→ **PROBLEM TO SOLVE**
Show each line of the records below where the word "ring" occurs.

→ **DATASET RECORDS**
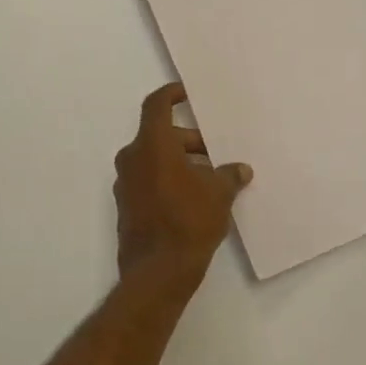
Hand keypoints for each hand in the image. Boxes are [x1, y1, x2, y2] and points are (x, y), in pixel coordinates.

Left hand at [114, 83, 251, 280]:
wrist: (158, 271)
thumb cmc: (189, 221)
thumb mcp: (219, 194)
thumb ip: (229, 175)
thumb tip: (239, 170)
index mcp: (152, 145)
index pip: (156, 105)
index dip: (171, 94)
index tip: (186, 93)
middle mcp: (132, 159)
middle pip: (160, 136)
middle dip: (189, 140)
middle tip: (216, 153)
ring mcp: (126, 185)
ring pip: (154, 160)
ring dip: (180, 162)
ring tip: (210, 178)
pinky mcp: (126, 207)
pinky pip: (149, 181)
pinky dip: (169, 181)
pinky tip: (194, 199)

...

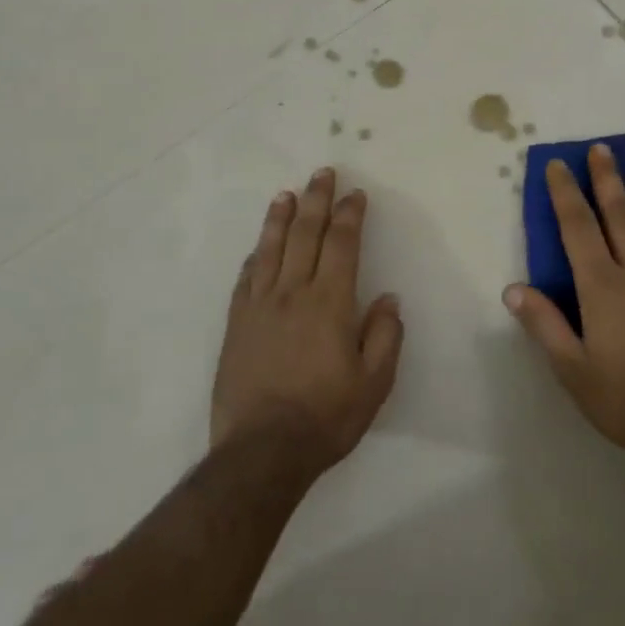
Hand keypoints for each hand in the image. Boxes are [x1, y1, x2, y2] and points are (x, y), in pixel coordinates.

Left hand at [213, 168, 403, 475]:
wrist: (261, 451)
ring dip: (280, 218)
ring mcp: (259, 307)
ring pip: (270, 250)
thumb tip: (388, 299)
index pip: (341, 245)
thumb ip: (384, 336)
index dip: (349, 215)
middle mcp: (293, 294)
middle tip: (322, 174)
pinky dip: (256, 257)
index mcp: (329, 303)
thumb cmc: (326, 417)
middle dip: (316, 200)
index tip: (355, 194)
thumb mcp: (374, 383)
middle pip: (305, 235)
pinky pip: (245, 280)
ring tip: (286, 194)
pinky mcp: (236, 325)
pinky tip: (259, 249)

→ **RESULT OF THIS TASK**
ring mcp: (126, 185)
ring pip: (154, 160)
ring dip: (180, 162)
ring tip: (210, 178)
ring dip: (280, 218)
ring mcp: (259, 307)
ring pip: (270, 250)
ring tip: (286, 194)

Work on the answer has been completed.